The first procedure is a new restructuring process, which is a simplified version of the existing voluntary administration procedure.
The objective is to keep a business trading while a debt restructuring plan, which is ultimately voted on by creditors, is developed.
The proposal is considered to be a debtor-in-possession model, adopting some aspects of the US Chapter 11 bankruptcy process, rather than the creditor-in-possession model of the current voluntary administration procedure.
This process will involve a small business restructuring practitioner helping the business prepare the plan, certify the plan to creditors and oversee payments once the plan is in place.
A period of 20 business days is proposed to allow for development of the plan.

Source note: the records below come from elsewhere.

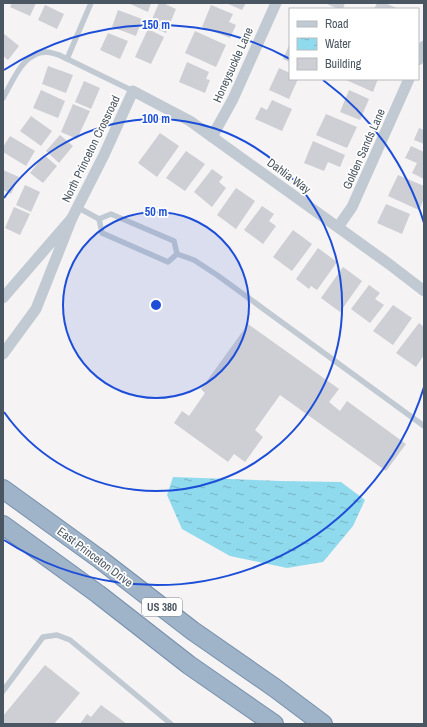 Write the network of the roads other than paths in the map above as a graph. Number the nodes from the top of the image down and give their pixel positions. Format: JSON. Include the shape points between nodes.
{"nodes":[{"id":1,"x":91,"y":3,"type":"edge"},
{"id":2,"x":276,"y":3,"type":"edge"},
{"id":3,"x":424,"y":46,"type":"edge"},
{"id":4,"x":419,"y":58,"type":"edge"},
{"id":5,"x":67,"y":59,"type":"junction"},
{"id":6,"x":410,"y":80,"type":"edge"},
{"id":7,"x":134,"y":91,"type":"junction"},
{"id":8,"x":3,"y":98,"type":"edge"},
{"id":9,"x":212,"y":137,"type":"junction"},
{"id":10,"x":77,"y":207,"type":"junction"},
{"id":11,"x":72,"y":218,"type":"junction"},
{"id":12,"x":99,"y":219,"type":"junction"},
{"id":13,"x":338,"y":227,"type":"junction"},
{"id":14,"x":177,"y":254,"type":"junction"},
{"id":15,"x":424,"y":291,"type":"edge"},
{"id":16,"x":3,"y":298,"type":"edge"},
{"id":17,"x":3,"y":354,"type":"edge"},
{"id":18,"x":424,"y":426,"type":"edge"},
{"id":19,"x":3,"y":489,"type":"edge"},
{"id":20,"x":3,"y":525,"type":"edge"},
{"id":21,"x":3,"y":691,"type":"edge"},
{"id":22,"x":171,"y":724,"type":"edge"},
{"id":23,"x":274,"y":724,"type":"edge"},
{"id":24,"x":323,"y":724,"type":"edge"}],
"edges":[{"from":1,"to":5,"type":"lane"},
{"from":2,"to":9,"type":"street","name":"Honeysuckle Lane","via":[[233,99]]},
{"from":3,"to":4,"type":"street"},
{"from":5,"to":7,"type":"lane"},
{"from":5,"to":8,"type":"lane","via":[[47,52],[29,57]]},
{"from":6,"to":13,"type":"street","name":"Golden Sands Lane","via":[[352,207]]},
{"from":7,"to":9,"type":"street","name":"Dahlia Way","via":[[190,121]]},
{"from":7,"to":10,"type":"street","name":"North Princeton Crossroad"},
{"from":9,"to":13,"type":"street","name":"Dahlia Way"},
{"from":10,"to":11,"type":"street","name":"North Princeton Crossroad"},
{"from":10,"to":12,"type":"lane"},
{"from":11,"to":16,"type":"street","name":"North Princeton Crossroad"},
{"from":11,"to":17,"type":"street","name":"North Princeton Crossroad","via":[[36,309]]},
{"from":12,"to":14,"type":"lane","via":[[111,214],[174,241]]},
{"from":12,"to":14,"type":"lane","via":[[102,232],[108,236],[168,262]]},
{"from":13,"to":15,"type":"street","name":"Dahlia Way"},
{"from":14,"to":18,"type":"lane","via":[[194,260],[217,275]]},
{"from":19,"to":24,"type":"highway","name":"East Princeton Drive","number":"US 380"},
{"from":20,"to":23,"type":"highway","number":"US 380"},
{"from":21,"to":22,"type":"lane","via":[[43,637],[57,635],[70,640]]}]} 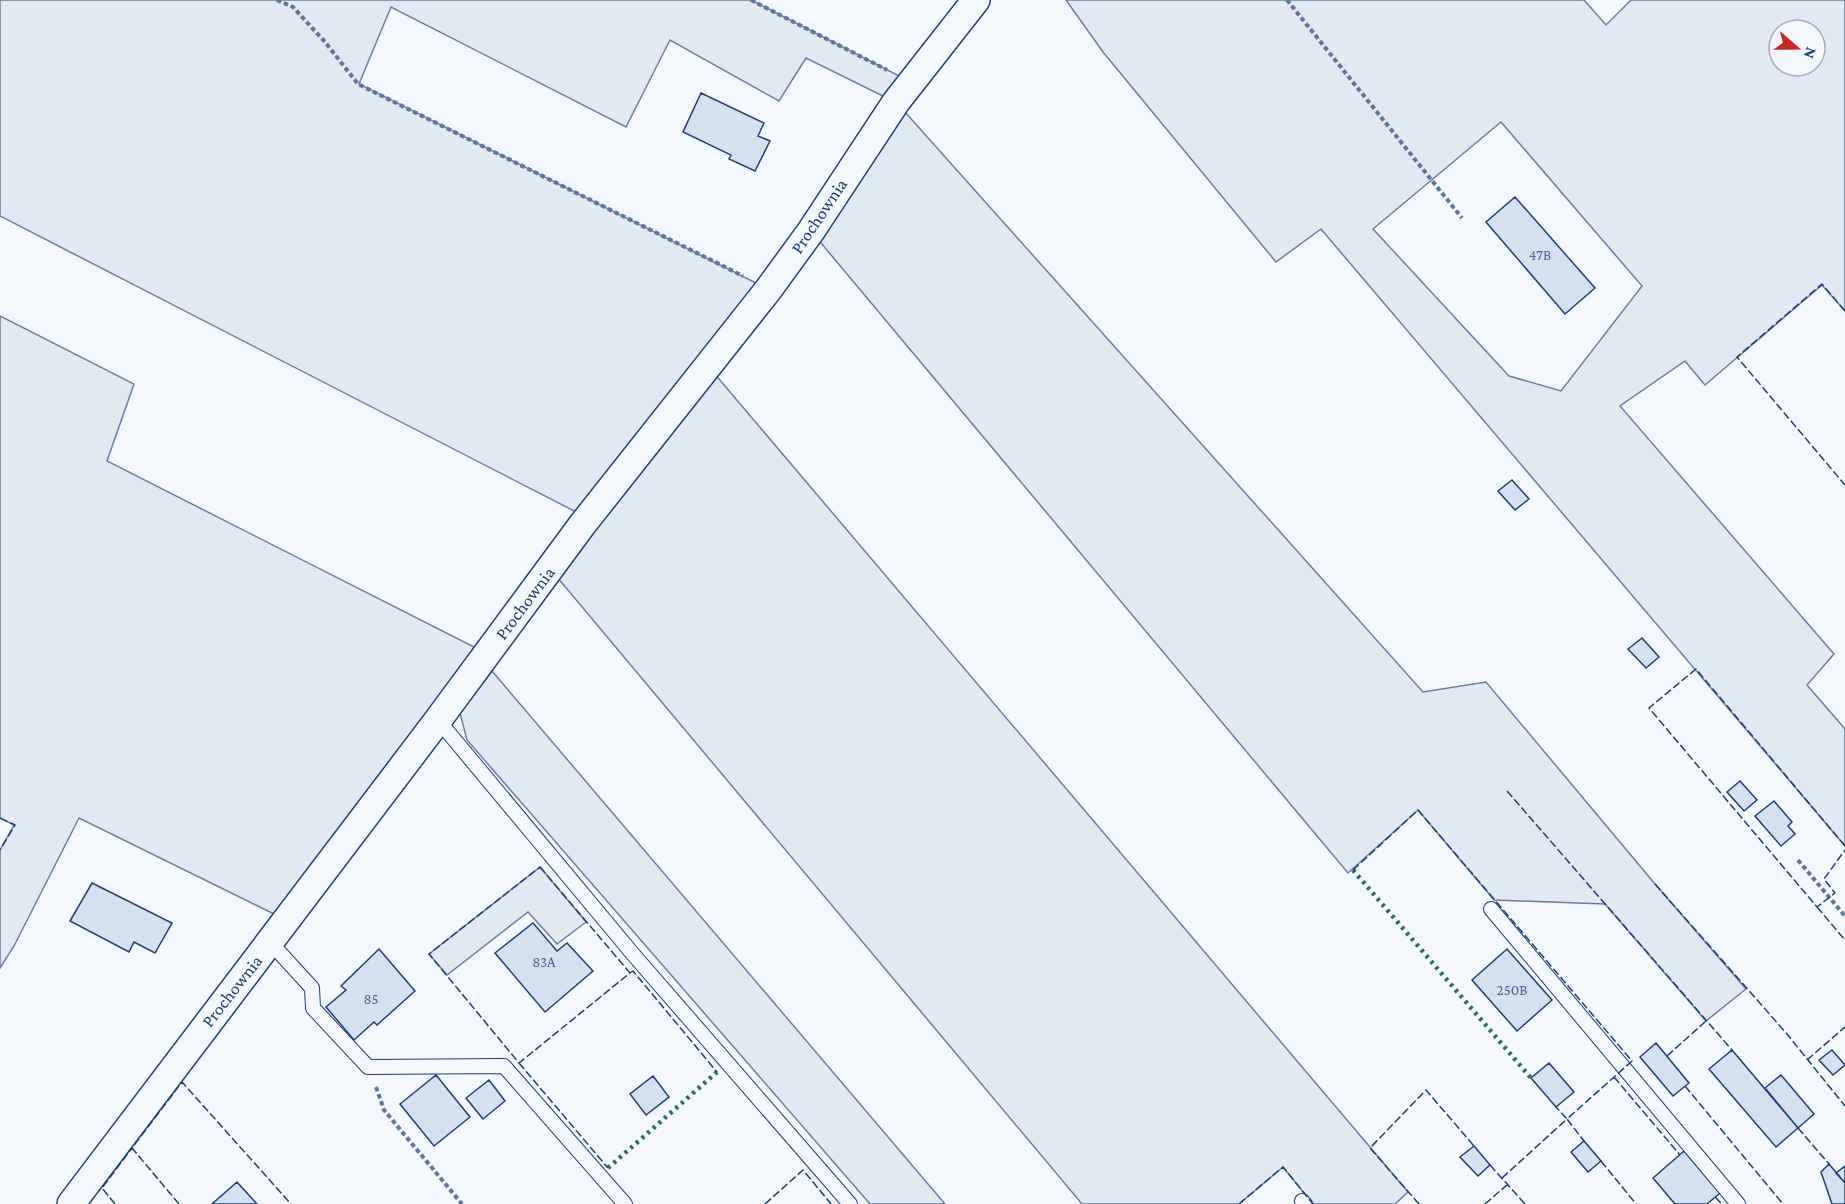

While the practitioner is engaged in the restructuring process, there would be a moratorium on unsecured and some secured creditors taking actions against the company.
Creditors will then have 15 business days to vote on the plan. Employee entitlements that are due and payable must be paid out in full before the plan is voted on by creditors.
There are also safeguards proposed to prevent corporate misconduct, including phoenix activity, with related creditors prohibited from voting on the restructure plan; and the same company or same directors not being able to use the insolvency process more than once every seven (7) years.
In the event the plan is not approved, the business can go into voluntary administration or enter a proposed new liquidation process with simplified obligations.
The new simplified liquidation process, which is also to be available to small businesses with less than $1 million in liabilities, aims to save time and money and thereby maximise the returns to creditors.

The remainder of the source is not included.